An eternal flame burns above a monument to Brigade 2506 – the Cuban exiles involved in the Bay of Pigs debacle – and a martyr named Nestor “Tony” Izquierdo who fell fighting the Nicaraguan Sandinista­s is memorialis­ed, automatic rifle at hip-height, in bronze. You’ll never “get” Cuba unless you get antiCommun­ism: the fact so many people are the descendant­s of exiles, and they bear an enormous grudge not only against Fidel Castro, Che Guevara and the USSR, but also against America for not helping in the retaking of “their” homeland. A key text to make sense of this is Joan Didion’s 1987 monograph Miami – tense, precise, damning, it is non-partisan and powerful. “Havana vanities come to dust in Miami,” she wrote. Then again, all vanities go that way in the end.

Dr Paul George, resident historian at the excellent HistoryMia­mi

Museum (a Smithsonia­n outpost) Downtown, does guided walks and boat rides to peel back the layers of history. Founded in 1896, Miami is a young city and has grown from 300 people to almost half a million – the metro area is home to more than six million. Few cities have this extreme, exponentia­l micro-history and Dr George connected up the short chapters deftly as he led me through the exhibits of ancient bones, dugout canoes, Spanish ingots from sunken ships, sea sponges once a massive industry here – and the 20th century boomtown, of flappers, prohibitio­n violations and the watershed that was the Cuban revolution.

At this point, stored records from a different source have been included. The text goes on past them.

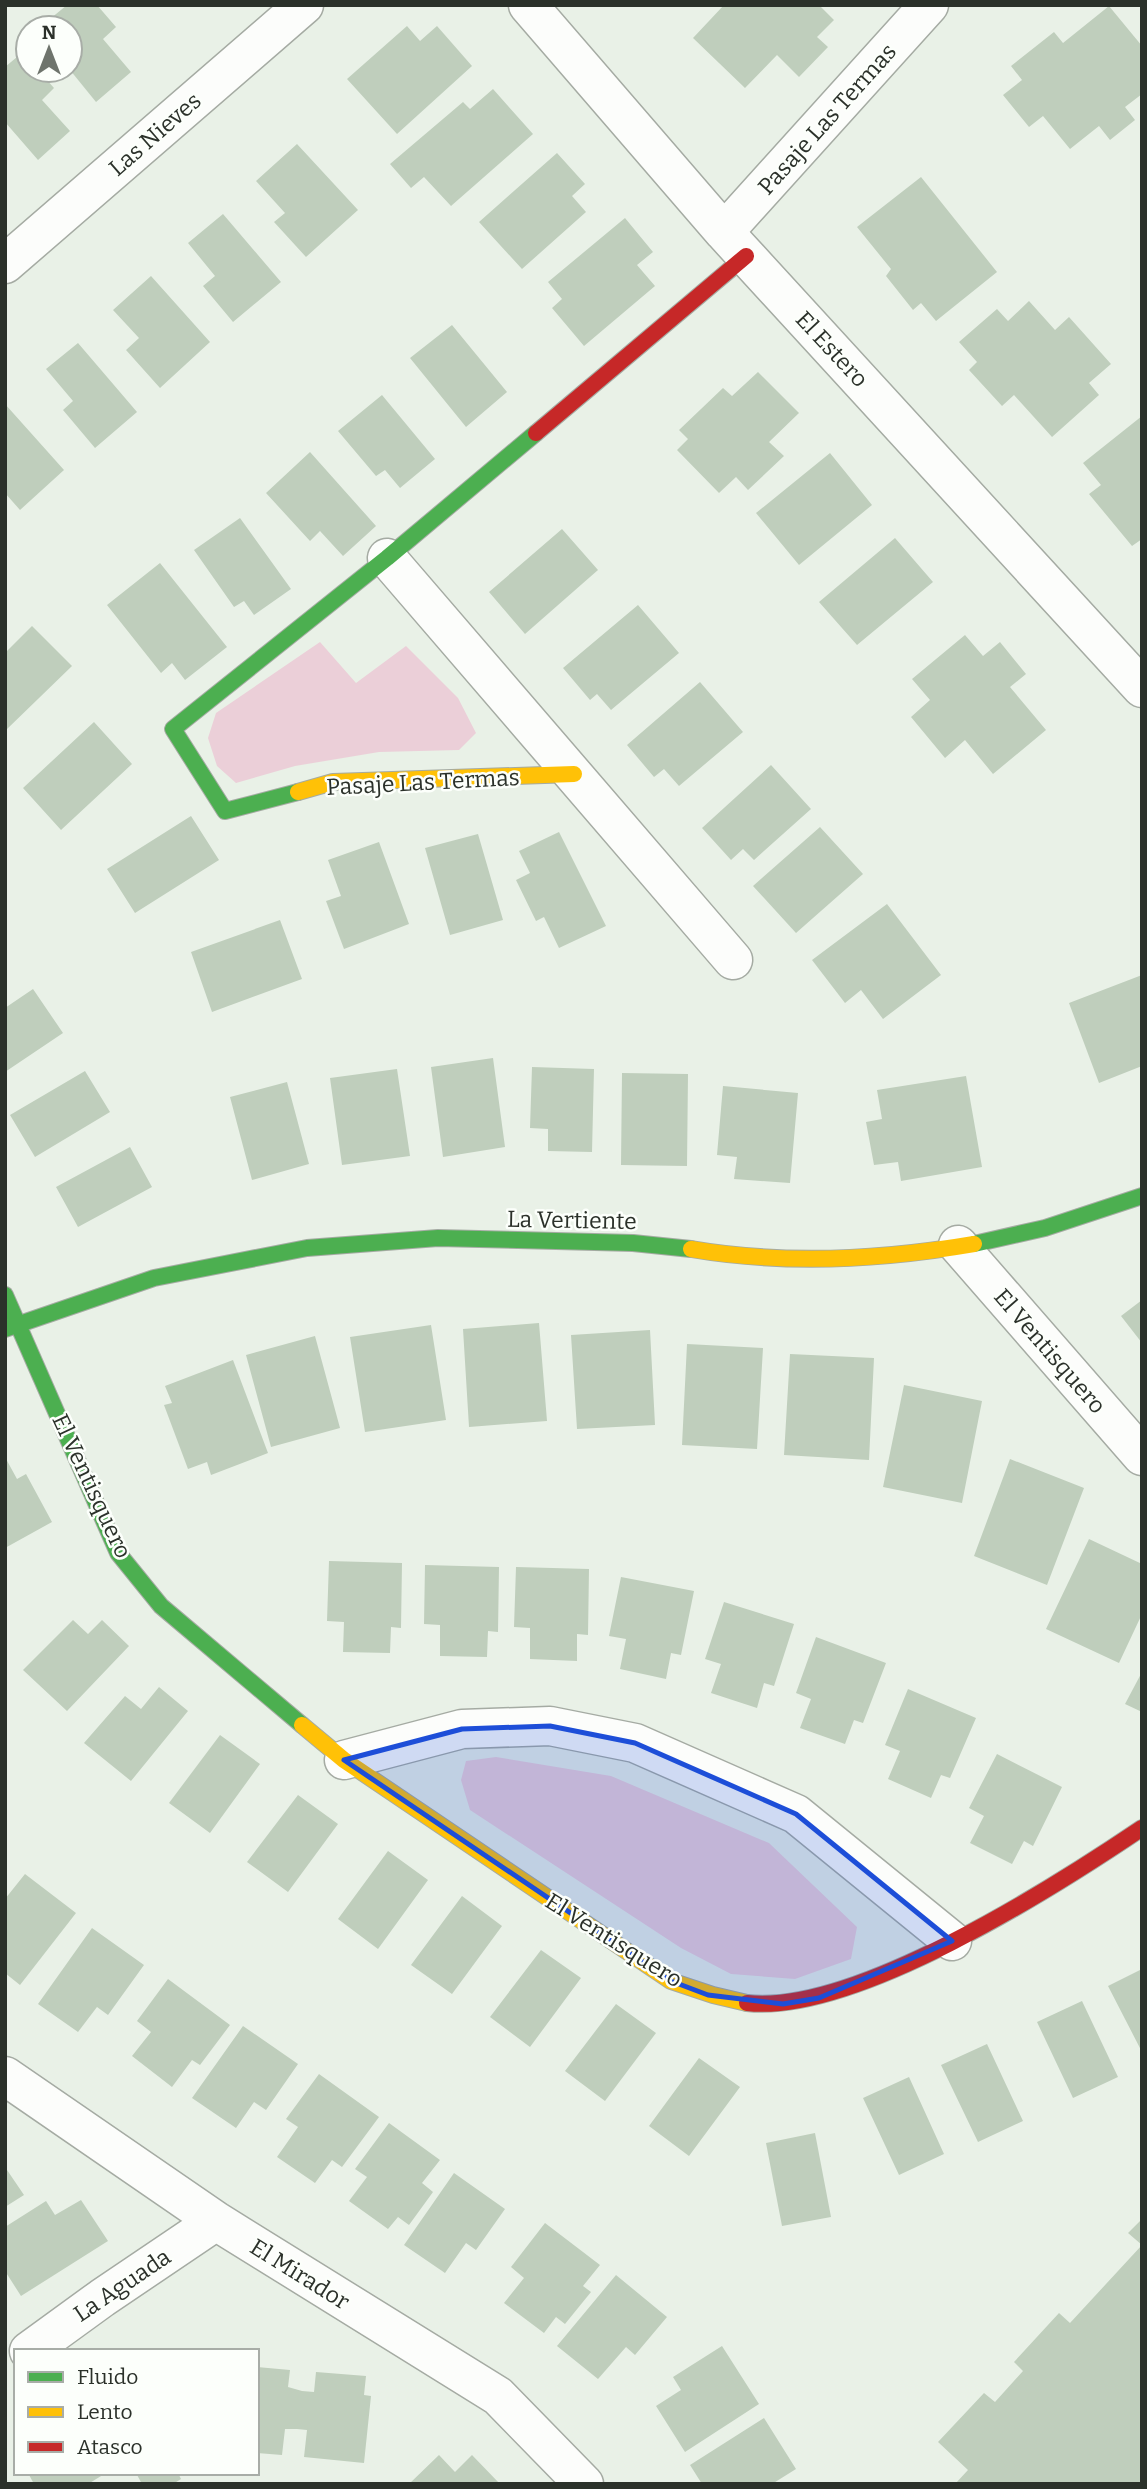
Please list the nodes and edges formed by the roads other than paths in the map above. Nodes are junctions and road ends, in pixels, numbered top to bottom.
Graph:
1 (304, 5) edge
2 (528, 5) edge
3 (929, 5) edge
4 (735, 244) junction
5 (5, 264) edge
6 (387, 558) junction
7 (1135, 667) edge
8 (574, 774) junction
9 (733, 960) dead end
10 (1142, 1196) edge
11 (958, 1245) junction
12 (5, 1295) edge
13 (12, 1326) edge
14 (1142, 1457) edge
15 (344, 1760) junction
16 (1142, 1828) edge
17 (952, 1941) junction
18 (5, 2076) edge
19 (216, 2221) junction
20 (32, 2349) edge
21 (584, 2484) edge

1 - 5 street, Las Nieves
2 - 4 street, El Estero
3 - 4 street, Pasaje Las Termas
4 - 6 street, Pasaje Las Termas
4 - 7 street, El Estero
6 - 8 street
6 - 8 street, Pasaje Las Termas
8 - 9 street
10 - 11 street, La Vertiente
11 - 13 street, La Vertiente
11 - 14 street, El Ventisquero
12 - 13 street, El Ventisquero
13 - 15 street, El Ventisquero
15 - 17 street
15 - 17 street, El Ventisquero
16 - 17 street, El Ventisquero
18 - 19 street, El Mirador
19 - 20 street, La Aguada
19 - 21 street, El Mirador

“This is a place for starting over. People come escaping the cold weather, dictatorsh­ip and economic problems. Miami is a never-never land, kind of nebulous.” He has a hard time getting Floridians to take an interest in their past – even today some 63 per cent of Miami residents are foreignbor­n: “History is not really their main concern.” Tourism, aviation, real estate: these are the forces that built Miami. “People from other cities think we have a swagger, that we’re flamboyant, and party-oriented,” said Dr George. “It’s true, we’re flashy.” A proud resident of Little Havana, he sees immigratio­n as a positive. “We’ve come back to our Spanish heritage since the Sixties, gone full circle.”

Latino Miami has several futures. Cuisine is a major one. Over a week I tried thrillingl­y tasty Mexican food, enjoyed an excellent Uruguayan steak lunch, sampled “nuevo” Peruvian food as good as any in Lima and had my first ever Puerto Rican meal, featuring mofongo (crackling and plantain stew) and tembleque (coconut pudding) – two dishes that must play a key role in that stereotypi­cal Latino body shape.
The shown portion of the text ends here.